Running at high temperatures (above 100C at the element outlet) degrades the oil and reduces separator efficiency. The oil thins out, foams more, and breaks down faster -- all of which increase the amount of oil that passes through the separator into the compressed air.

What you'll see

Oil in the compressed air that coincides with high operating temperatures. The element outlet temperature is above 90-100C. The oil may appear darker than normal (heat degradation), and the separator element may need replacing sooner than expected because the degraded oil clogs it faster. It is a vicious cycle: heat degrades oil, degraded oil clogs separator, clogged separator creates more pressure drop, more pressure drop means more heat.
Before you assume this is the problem

Fix the overheating problem first. Oil carry-over from high temperature will resolve when temperatures return to normal. See: Clogged Radiator, Low Coolant or Oil, Fan Belt Failure.
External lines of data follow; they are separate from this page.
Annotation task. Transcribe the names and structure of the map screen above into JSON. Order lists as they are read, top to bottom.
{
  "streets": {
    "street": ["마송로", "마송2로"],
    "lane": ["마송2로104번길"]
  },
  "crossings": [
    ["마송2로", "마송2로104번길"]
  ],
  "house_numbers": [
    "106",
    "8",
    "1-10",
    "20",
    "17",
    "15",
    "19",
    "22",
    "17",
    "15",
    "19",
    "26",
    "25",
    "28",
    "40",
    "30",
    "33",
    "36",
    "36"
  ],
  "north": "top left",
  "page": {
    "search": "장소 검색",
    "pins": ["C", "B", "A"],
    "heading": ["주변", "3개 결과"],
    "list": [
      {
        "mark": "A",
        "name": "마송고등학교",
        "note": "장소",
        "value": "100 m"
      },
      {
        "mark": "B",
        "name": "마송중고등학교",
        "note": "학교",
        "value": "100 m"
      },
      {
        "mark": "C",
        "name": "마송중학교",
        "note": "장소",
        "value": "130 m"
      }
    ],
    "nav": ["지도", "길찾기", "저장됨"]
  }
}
See all causes of oil in compressed air →

How to diagnose

  1. Check element outlet temperature

    What is the temperature reading at the screw element outlet? Normal operating range is 70-95C depending on ambient conditions and design. Above 100C, oil starts to degrade faster. Above 110C, most machines will trigger a high-temperature shutdown. If the machine is running consistently at the high end of the range, oil carry-over increases.
    Result: Temperature above 95C = contributing to oil carry-over. Fix the cooling issue.
  2. Check oil condition

    Drain a small sample and inspect. Fresh compressor oil is clear/amber. Heat-degraded oil is dark brown or black. It may have a burnt smell. Degraded oil loses its anti-foaming properties and separates poorly. If the oil has degraded, it needs changing -- along with the separator element, which will have been contaminated by the degraded oil.
    Result: Dark/burnt oil = change oil and separator. Clean oil = temperature may not have caused damage yet.

How to fix it

  1. Fix the overheating cause

    Address whatever is causing the high temperature: clean coolers, fix fan/belt, check coolant, repair thermostatic valve, reduce load, or improve ventilation. See the Overheating problem page for all possible causes.

  2. Change oil and separator

    If the oil has darkened from heat, change both the compressor oil and the separator element. The degraded oil will have contaminated the separator. Running fresh oil through a contaminated separator shortens the new oil life. Replace both together for a clean start.

Common mistakes

Do not just keep changing oil and separator without fixing the underlying overheating problem. The new oil will degrade at the same rate as the old oil if the temperature is still too high. Fix the cooling issue first, then change oil and separator. Also: do not mix compressor oil types. Mixing synthetic and mineral oil can cause compatibility issues, foaming, and accelerated degradation.

Parts & tools

Replacement compressor oil. Replacement separator element. Tools for cooling system repair depending on the root cause.

Review safety precautions before starting →

Safety

High operating temperatures indicate a cooling or lubrication problem. Address the root cause to prevent compressor damage.